Thursday, June 12, 2008

Notes from Whole Grains Everyday Everyway by Lorna Sass

What is a whole grain?
A kernel of whole grain is comprised of 3 edible parts, the bran, the germ & the endosperm. Some grains have a 4th part, the hull or husk which is an inedible protective covering.

Read the label
Just because the label says "7 grain" or "9 grain" the bread may include flour from those grains but it may not include any of the bran or germ from whole grains.

Whole grains are living foods
heat, light and air are the enemies. Grains can become rancid if not stored properly. Refrigerate whole grains in tightly sealed containers (or freeze them)

When cooking whole grains be flexible
If the grain is still not soft enough but has absorbed all the liquid you may need to add more liquid. Or, maybe the grain is soft enough and you have to drain a bit of the excess liquid. Because of the variation it is usually easier to cook the grain then prepare the recipe. The grain will take the seasoning better at this point.

Whole Grain Flours
Whole grain flours contain particles of the fiber and mineral rich bran and the vitamin and oil rich germ. They require special care because the oil is prone to rancidity. Opt for stone ground when it is available. Stone grinding creates minimal heat so it preserves more of the nutritional value of the germ; especially heat sensitive vitamin E. Vitamin E acts as an antioxident keeping the flour fresh longer. Refrigerate your whole grain flour.

Whole Wheat Pastry Flour
WW pastry flour is lighter than whole wheat flour because it contains less protein and therfore less gluten.
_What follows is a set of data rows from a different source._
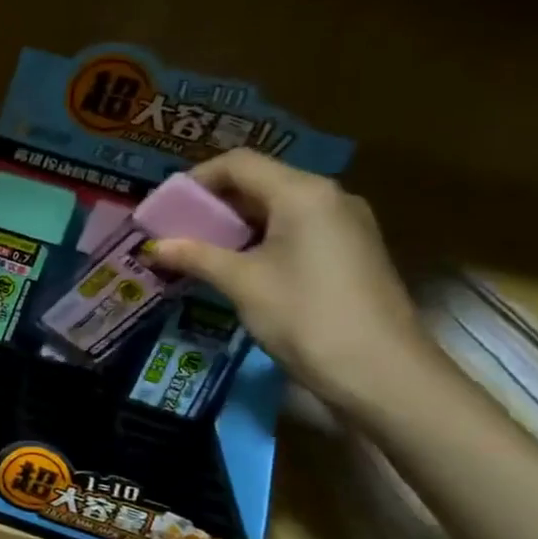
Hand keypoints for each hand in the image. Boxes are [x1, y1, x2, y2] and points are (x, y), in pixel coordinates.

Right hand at [144, 150, 444, 419]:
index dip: (195, 180)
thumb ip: (196, 256)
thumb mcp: (242, 284)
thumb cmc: (306, 317)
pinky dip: (260, 239)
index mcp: (302, 193)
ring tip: (197, 249)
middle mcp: (328, 197)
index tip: (164, 208)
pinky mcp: (351, 251)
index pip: (238, 164)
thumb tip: (154, 246)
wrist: (383, 374)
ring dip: (235, 224)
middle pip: (259, 182)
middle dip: (213, 204)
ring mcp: (345, 224)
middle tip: (174, 230)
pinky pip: (296, 229)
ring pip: (277, 207)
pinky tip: (237, 266)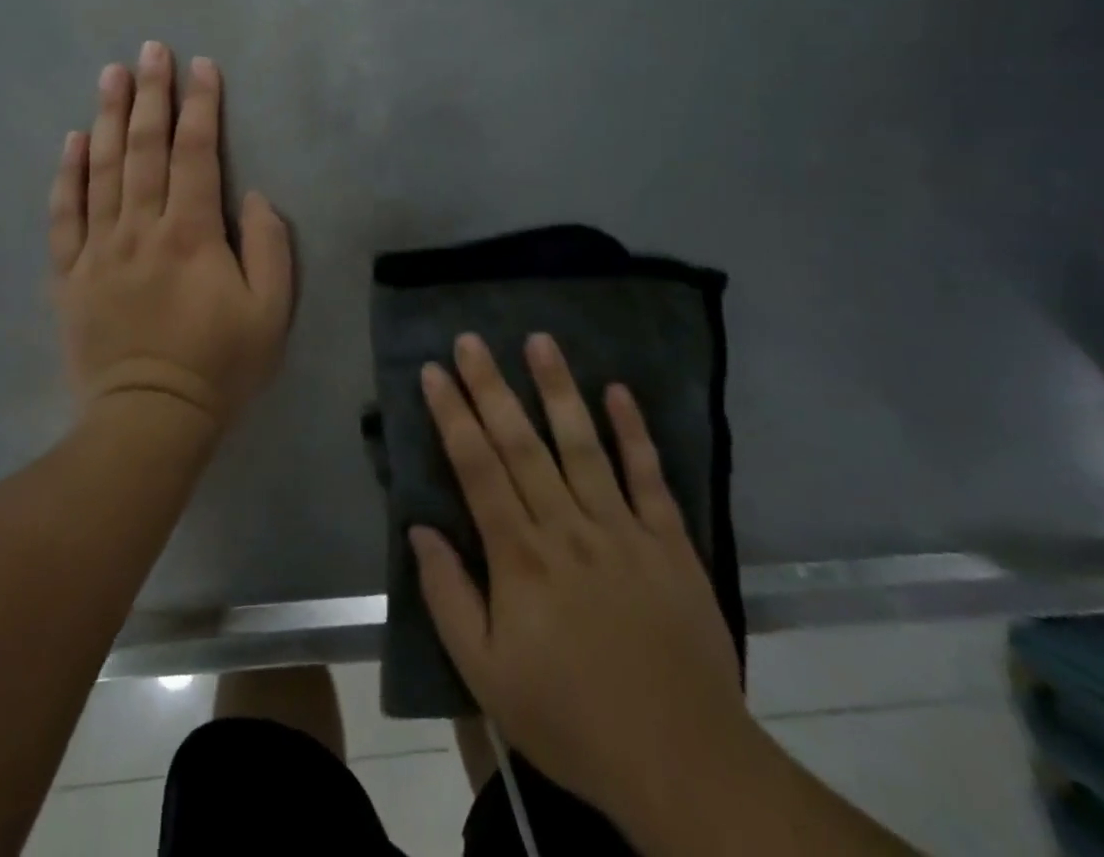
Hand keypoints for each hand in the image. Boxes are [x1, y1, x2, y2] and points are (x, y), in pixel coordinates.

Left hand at [49, 40, 293, 430]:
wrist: (149, 420)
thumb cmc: (219, 367)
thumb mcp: (271, 313)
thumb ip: (269, 247)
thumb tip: (251, 196)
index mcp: (191, 234)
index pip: (195, 154)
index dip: (201, 107)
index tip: (203, 67)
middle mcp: (140, 229)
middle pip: (145, 149)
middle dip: (151, 94)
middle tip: (151, 50)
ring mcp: (98, 249)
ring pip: (102, 169)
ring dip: (109, 117)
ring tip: (111, 74)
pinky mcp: (70, 274)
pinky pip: (64, 215)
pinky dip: (68, 174)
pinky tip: (73, 139)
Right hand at [412, 333, 752, 844]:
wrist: (683, 764)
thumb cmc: (571, 718)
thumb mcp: (486, 676)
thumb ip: (448, 597)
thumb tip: (420, 528)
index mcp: (520, 557)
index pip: (477, 468)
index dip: (452, 415)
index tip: (435, 371)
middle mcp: (567, 528)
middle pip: (521, 443)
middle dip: (492, 386)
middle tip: (472, 339)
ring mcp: (622, 530)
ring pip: (583, 445)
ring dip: (558, 389)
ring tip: (539, 340)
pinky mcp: (669, 543)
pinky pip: (649, 477)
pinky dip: (634, 432)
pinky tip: (619, 391)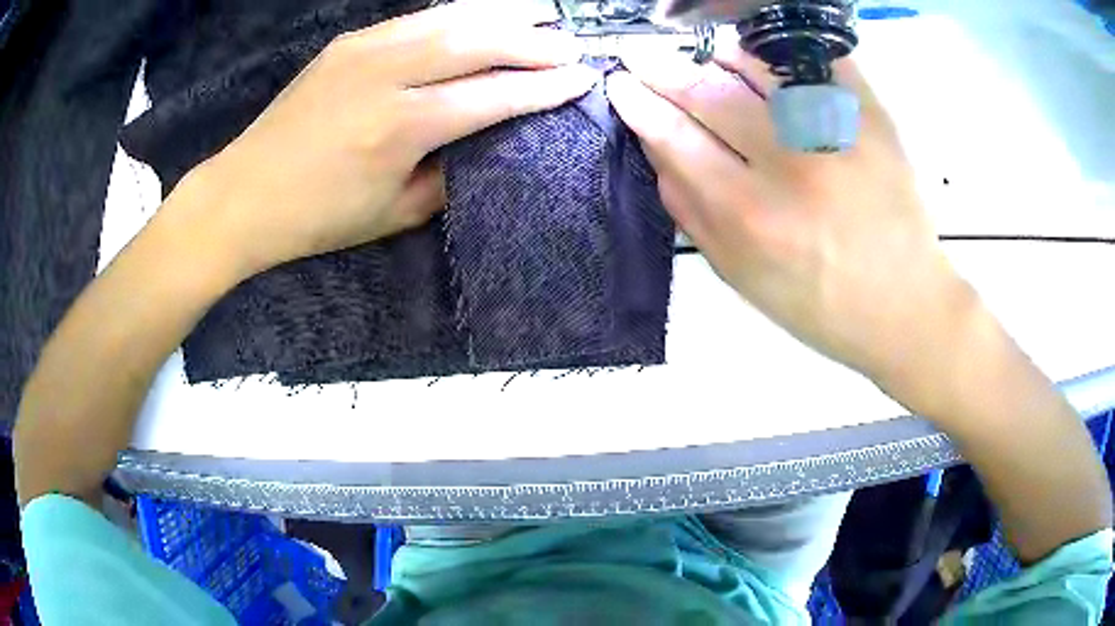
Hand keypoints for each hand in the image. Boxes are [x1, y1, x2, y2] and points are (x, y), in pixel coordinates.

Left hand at [182, 0, 595, 277]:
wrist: (244, 194)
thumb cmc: (317, 217)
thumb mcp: (393, 214)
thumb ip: (449, 176)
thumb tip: (486, 145)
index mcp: (401, 127)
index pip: (492, 96)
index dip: (542, 87)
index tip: (581, 79)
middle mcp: (387, 76)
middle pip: (478, 42)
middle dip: (534, 41)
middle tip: (571, 45)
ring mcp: (364, 50)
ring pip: (450, 18)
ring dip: (503, 14)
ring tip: (541, 15)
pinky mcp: (348, 43)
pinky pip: (417, 19)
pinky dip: (459, 14)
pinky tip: (481, 16)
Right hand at [607, 42, 975, 386]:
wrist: (904, 306)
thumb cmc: (819, 305)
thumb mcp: (741, 278)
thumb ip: (690, 214)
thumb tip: (656, 148)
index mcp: (751, 217)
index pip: (676, 138)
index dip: (641, 105)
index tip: (622, 84)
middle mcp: (790, 165)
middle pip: (710, 93)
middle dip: (665, 71)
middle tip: (645, 59)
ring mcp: (836, 133)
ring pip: (760, 64)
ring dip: (721, 54)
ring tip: (709, 56)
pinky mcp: (872, 118)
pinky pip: (818, 60)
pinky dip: (783, 49)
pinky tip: (766, 56)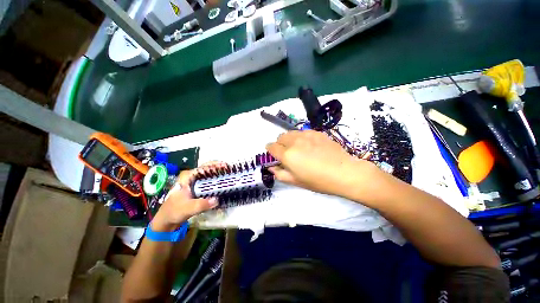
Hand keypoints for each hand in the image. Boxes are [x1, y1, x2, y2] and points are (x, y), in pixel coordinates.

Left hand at [150, 162, 226, 231]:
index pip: (204, 167)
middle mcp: (192, 177)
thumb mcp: (187, 208)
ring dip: (219, 174)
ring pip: (209, 175)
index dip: (216, 165)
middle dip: (219, 168)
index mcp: (188, 176)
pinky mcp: (197, 188)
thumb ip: (201, 204)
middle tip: (231, 170)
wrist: (167, 220)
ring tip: (229, 175)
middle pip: (208, 169)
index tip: (226, 166)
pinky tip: (223, 184)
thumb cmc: (174, 211)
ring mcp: (195, 182)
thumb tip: (217, 200)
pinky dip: (216, 181)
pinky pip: (209, 182)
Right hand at [266, 130, 378, 197]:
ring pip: (291, 132)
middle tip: (287, 153)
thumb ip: (280, 174)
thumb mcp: (296, 182)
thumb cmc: (318, 181)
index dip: (270, 150)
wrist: (343, 172)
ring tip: (298, 148)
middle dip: (280, 144)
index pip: (271, 147)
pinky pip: (303, 131)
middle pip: (280, 137)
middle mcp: (294, 141)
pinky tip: (310, 145)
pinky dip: (301, 137)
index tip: (274, 154)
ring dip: (290, 139)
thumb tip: (271, 168)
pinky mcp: (316, 132)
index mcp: (287, 155)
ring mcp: (306, 135)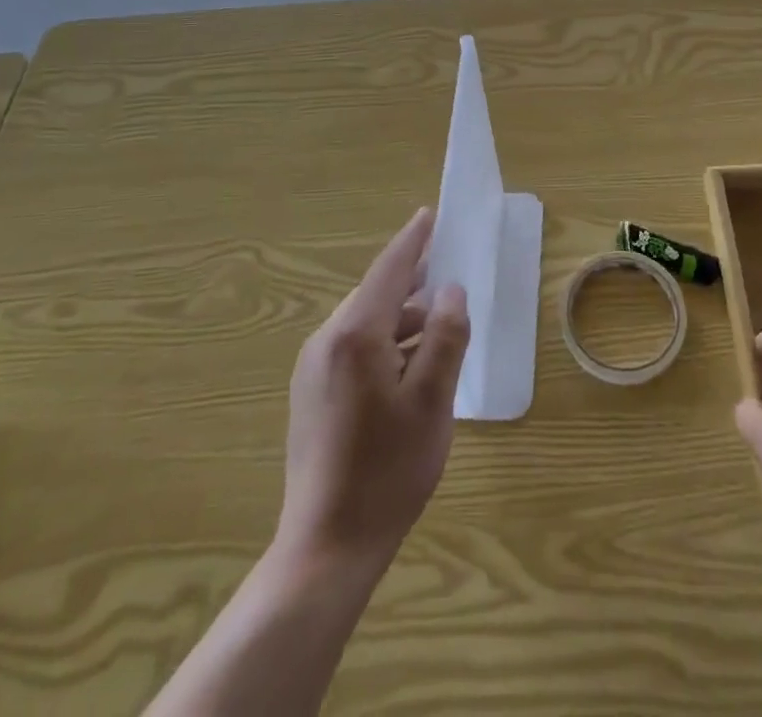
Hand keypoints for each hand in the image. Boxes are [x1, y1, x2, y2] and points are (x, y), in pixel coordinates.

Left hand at [276, 208, 469, 572]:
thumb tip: (451, 292)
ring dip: (400, 319)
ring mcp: (312, 369)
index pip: (389, 269)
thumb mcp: (433, 399)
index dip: (413, 241)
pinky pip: (352, 348)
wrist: (327, 547)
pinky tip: (408, 366)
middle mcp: (326, 341)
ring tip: (437, 329)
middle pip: (375, 295)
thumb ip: (445, 336)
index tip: (430, 214)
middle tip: (447, 278)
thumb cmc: (388, 469)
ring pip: (364, 324)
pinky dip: (384, 343)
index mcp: (355, 335)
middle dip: (412, 283)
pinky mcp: (310, 394)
Try whole grain spelt flour in quick breads because it reacts very much like all purpose flour. It makes a good base for moist cakes and delicate cookies.

Use spelt flour in your favorite recipe
  1. equal exchange spelt for all purpose
  2. increase baking powder by 1/4 - 1/2 teaspoon per cup of flour
  3. Include 1/4 teaspoon or so baking soda plus an acid such as buttermilk to create additional leavening action
  4. Increase the liquid by 1 tablespoon per cup of flour

1 comments:

wog115 said...

I am going to try to bake bread with spelt this time since you have the info I could not find right here on the blog:) thank You!!!